Restaurants are aggressively investing in technology and convenience to pull in more diners who enjoy a multitude of options in terms of ordering, delivery and even preparing food at home with ready-to-cook items.
To keep up with the changing trend, Yum bought a stake in GrubHub last year, hoping to boost sales at its KFC and Taco Bell restaurants in the United States.
But diners are now switching to GrubHub’s competition, including Uber Inc’s (UBER.N) Uber Eats and DoorDash that provide a variety of offers.
This does not help Pizza Hut, which has been streamlining dine-in operations and increasingly relying on delivery in the face of competition from rival pizzeria Domino’s Pizza (DPZ.N) and Papa John’s (PZZA.O).

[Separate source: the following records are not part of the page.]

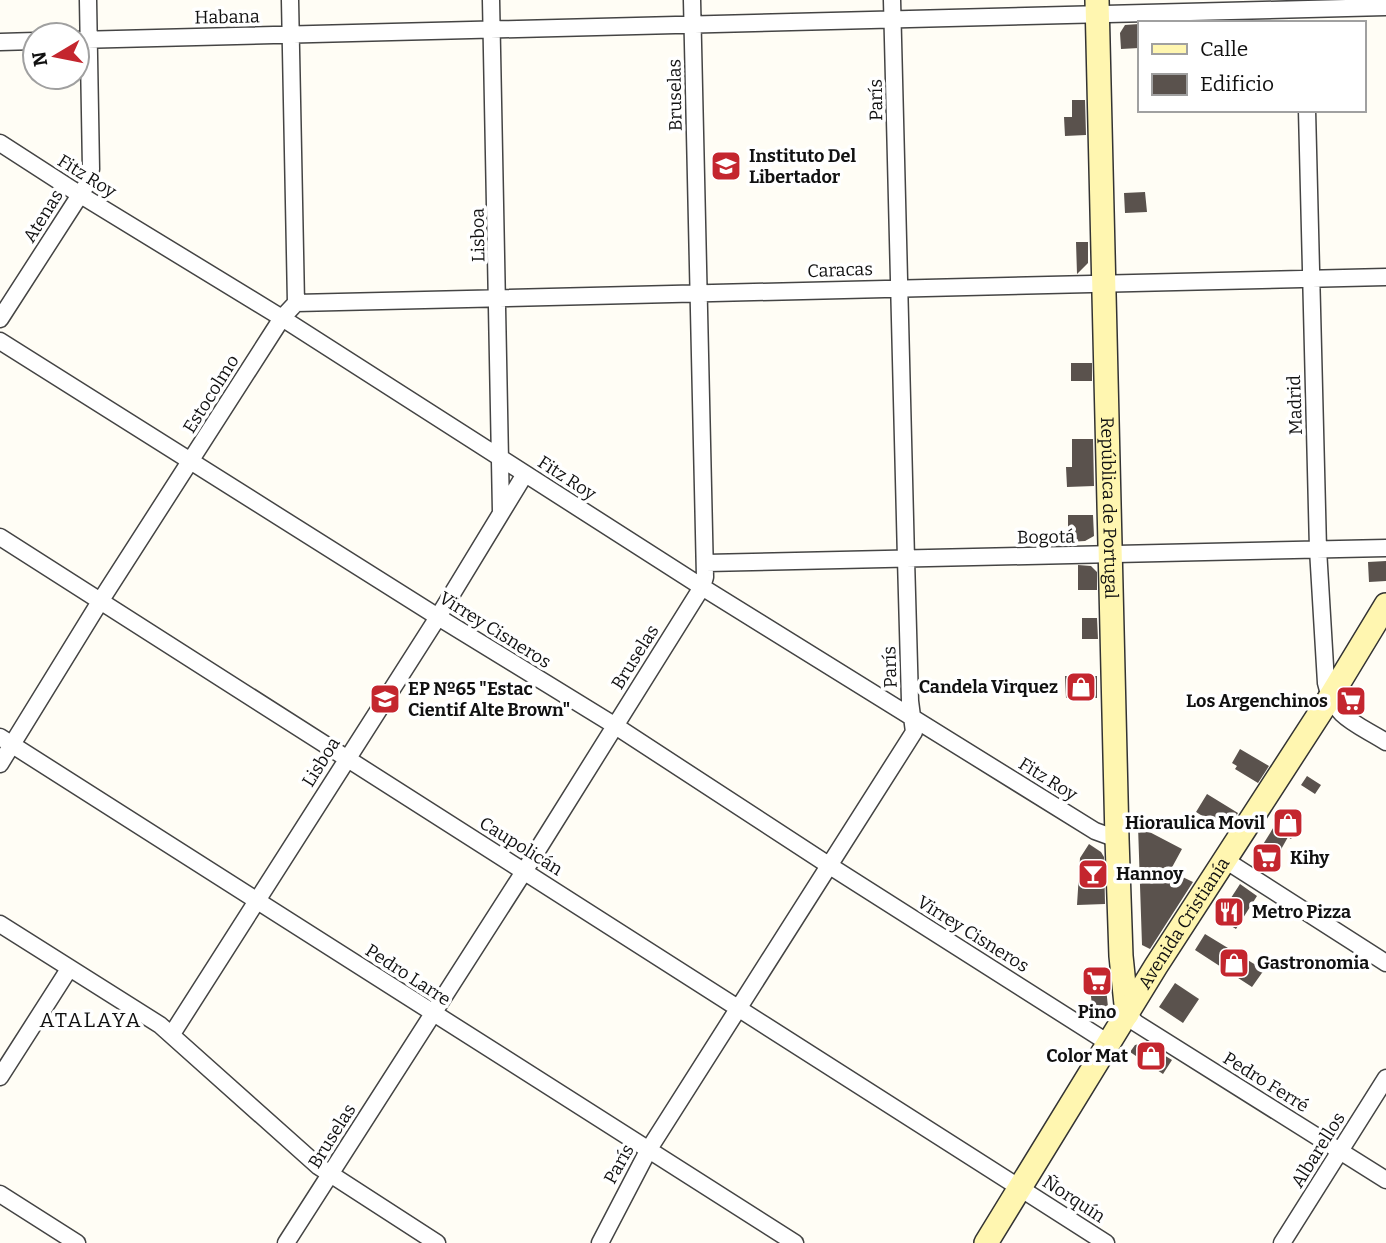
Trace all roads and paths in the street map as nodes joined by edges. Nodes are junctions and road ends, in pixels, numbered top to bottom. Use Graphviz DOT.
graph roads {
  1 [pos="88,0"];
  2 [pos="290,0"];
  3 [pos="491,0"];
  4 [pos="692,0"];
  5 [pos="892,0"];
  6 [pos="1097,7"];
  7 [pos="1386,7"];
  8 [pos="1304,11"];
  9 [pos="893,20"];
  10 [pos="85,21"];
  11 [pos="693,25"];
  12 [pos="492,30"];
  13 [pos="291,36"];
  14 [pos="91,39"];
  15 [pos="21,41"];
  16 [pos="0,42"];
  17 [pos="86,91"];
  18 [pos="1307,112"];
  19 [pos="0,143"];
  20 [pos="79,194"];
  21 [pos="1386,277"];
  22 [pos="1311,278"];
  23 [pos="1104,284"];
  24 [pos="900,288"];
  25 [pos="698,293"];
  26 [pos="499,299"];
  27 [pos="296,303"];
  28 [pos="282,318"];
  29 [pos="0,320"];
  30 [pos="0,341"];
  31 [pos="502,459"];
  32 [pos="191,461"];
  33 [pos="525,474"];
  34 [pos="501,512"];
  35 [pos="0,537"];
  36 [pos="1386,548"];
  37 [pos="1318,549"];
  38 [pos="1111,554"];
  39 [pos="906,559"];
  40 [pos="706,563"];
  41 [pos="702,587"];
  42 [pos="101,600"];
  43 [pos="1386,605"];
  44 [pos="438,617"];
  45 [pos="1329,699"];
  46 [pos="912,718"];
  47 [pos="614,726"];
  48 [pos="6,741"];
  49 [pos="1386,742"];
  50 [pos="346,758"];
  51 [pos="0,764"];
  52 [pos="1117,839"];
  53 [pos="1225,860"];
  54 [pos="830,866"];
  55 [pos="525,870"];
  56 [pos="257,900"];
  57 [pos="0,924"];
  58 [pos="1386,962"];
  59 [pos="69,969"];
  60 [pos="740,1009"];
  61 [pos="432,1014"];
  62 [pos="1127,1014"];
  63 [pos="172,1034"];
  64 [pos="1110,1044"];
  65 [pos="0,1077"];
  66 [pos="1386,1078"];
  67 [pos="649,1149"];
  68 [pos="1340,1151"];
  69 [pos="330,1174"];
  70 [pos="1386,1180"];
  71 [pos="1021,1188"];
  72 [pos="0,1194"];
  73 [pos="77,1243"];
  74 [pos="286,1243"];
  75 [pos="437,1243"];
  76 [pos="600,1243"];
  77 [pos="796,1243"];
  78 [pos="986,1243"];
  79 [pos="1107,1243"];
  80 [pos="1282,1243"];
  1 -- 10 [label="street, Atenas"];
  2 -- 13 [label="street"];
  3 -- 12 [label="street, Lisboa"];
  4 -- 11 [label="street, Bruselas"];
  5 -- 9 [label="street, París"];
  6 -- 8 [label="street, Habana"];
  6 -- 9 [label="street, Habana"];
  6 -- 23 [label="main road, República de Portugal"];
  7 -- 8 [label="street, Habana"];
  9 -- 11 [label="street, Habana"];
  9 -- 24 [label="street, París"];
  11 -- 12 [label="street, Habana"];
  11 -- 25 [label="street, Bruselas"];
  12 -- 13 [label="street, Habana"];
  12 -- 26 [label="street, Lisboa"];
  13 -- 14 [label="street, Habana"];
  13 -- 27 [label="street"];
  15 -- 16 [label="street"];
  17 -- 20 [label="street, Atenas"];
  18 -- 22 [label="street, Madrid"];
  19 -- 20 [label="street, Fitz Roy"];
  20 -- 28 [label="street, Fitz Roy"];
  20 -- 29 [label="street, Atenas"];
  21 -- 22 [label="street, Caracas"];
  22 -- 23 [label="street, Caracas"];
  22 -- 37 [label="street, Madrid"];
  23 -- 24 [label="street, Caracas"];
  23 -- 38 [label="main road, República de Portugal"];
  24 -- 25 [label="street, Caracas"];
  24 -- 39 [label="street, París"];
  25 -- 26 [label="street, Caracas"];
  25 -- 40 [label="street, Bruselas"];
  26 -- 27 [label="street, Caracas"];
  26 -- 31 [label="street, Lisboa"];
  27 -- 28 [label="street, Estocolmo"];
  28 -- 31 [label="street, Fitz Roy"];
  28 -- 32 [label="street, Estocolmo"];
  30 -- 32 [label="street, Virrey Cisneros"];
  31 -- 33 [label="street, Fitz Roy"];
  31 -- 34 [label="street, Lisboa"];
  32 -- 42 [label="street, Estocolmo"];
  32 -- 44 [label="street, Virrey Cisneros"];
  33 -- 34 [label="street, Lisboa"];
  33 -- 41 [label="street, Fitz Roy"];
  34 -- 44 [label="street, Lisboa"];
  35 -- 42 [label="street, Caupolicán"];
  36 -- 37 [label="street, Bogotá"];
  37 -- 38 [label="street, Bogotá"];
  37 -- 45 [label="street, Madrid"];
  38 -- 39 [label="street, Bogotá"];
  38 -- 52 [label="main road, República de Portugal"];
  39 -- 40 [label="street, Bogotá"];
  39 -- 46 [label="street, París"];
  40 -- 41 [label="street, Bruselas"];
  41 -- 46 [label="street, Fitz Roy"];
  41 -- 47 [label="street, Bruselas"];
  42 -- 48 [label="street, Estocolmo"];
  42 -- 50 [label="street, Caupolicán"];
  43 -- 45 [label="main road, Avenida Cristianía"];
  44 -- 47 [label="street, Virrey Cisneros"];
  44 -- 50 [label="street, Lisboa"];
  45 -- 49 [label="street"];
  45 -- 53 [label="main road, Avenida Cristianía"];
  46 -- 52 [label="street, Fitz Roy"];
  46 -- 54 [label="street, París"];
  47 -- 54 [label="street, Virrey Cisneros"];
  47 -- 55 [label="street, Bruselas"];
  48 -- 51 [label="street, Estocolmo"];
  48 -- 56 [label="street, Pedro Larre"];
  50 -- 55 [label="street, Caupolicán"];
  50 -- 56 [label="street, Lisboa"];
  52 -- 62 [label="main road, República de Portugal"];
  53 -- 58 [label="street"];
  53 -- 62 [label="main road, Avenida Cristianía"];
  54 -- 60 [label="street, París"];
  54 -- 64 [label="street, Virrey Cisneros"];
  55 -- 60 [label="street, Caupolicán"];
  55 -- 61 [label="street, Bruselas"];
  56 -- 61 [label="street, Pedro Larre"];
  56 -- 63 [label="street, Lisboa"];
  57 -- 59 [label="street"];
  59 -- 63 [label="street"];
  59 -- 65 [label="street"];
  60 -- 67 [label="street, París"];
  60 -- 71 [label="street, Caupolicán"];
  61 -- 67 [label="street, Pedro Larre"];
  61 -- 69 [label="street, Bruselas"];
  62 -- 64 [label="main road, Avenida Cristianía"];
  62 -- 68 [label="street, Pedro Ferré"];
  63 -- 69 [label="street"];
  64 -- 71 [label="main road, Avenida Cristianía"];
  66 -- 68 [label="street, Albarellos"];
  67 -- 76 [label="street, París"];
  67 -- 77 [label="street, Pedro Larre"];
  68 -- 70 [label="street, Pedro Ferré"];
  68 -- 80 [label="street, Albarellos"];
  69 -- 74 [label="street, Bruselas"];
  69 -- 75 [label="street"];
  71 -- 78 [label="main road, Avenida Cristianía"];
  71 -- 79 [label="street, Ñorquín"];
  72 -- 73 [label="street"];
}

“The Pizza Hut U.S. business... has some unique challenges given the dining state and the conditions of the assets... So that’s what they’re trying to address by moving to a more modern delivery estate,” incoming Chief Executive Officer David Gibbs said.
U.S. sales at established Pizza Hut restaurants declined 3% in the reported quarter, as changes to value offerings and attempts to add more modern delivery systems while restructuring franchisees took a toll on performance, Gibbs said.
Overall same-store sales at Pizza Hut were flat, compared with analysts’ estimate of 1.46% growth. KFC rose 3%, also missing expectations.
“They’ve (Pizza Hut) done a lot of marketing, they’ve launched a lot of value-priced items... it still doesn’t seem to be working,” Edward Jones analyst Brian Yarbrough said.
“That was one of the big bull pieces to the story, the big Pizza Hut turnaround... it seems to be falling kind of flat.”
Louisville, Kentucky-based Yum earned 80 cents per share in the quarter, excluding one-time items, 14 cents lower than expectations, according to IBES data from Refinitiv.
It recorded a pre-tax investment expense of $60 million related to the change in fair value of its investment in GrubHub, which resulted in a 15-cent impact.
Sales from restaurants open over an year rose 3%, below the estimate of 3.3% rise.
“There is always unfinished business... And this unfinished business is probably most pronounced at Pizza Hut U.S,” said Greg Creed, who will be stepping down as Yum’s CEO next year.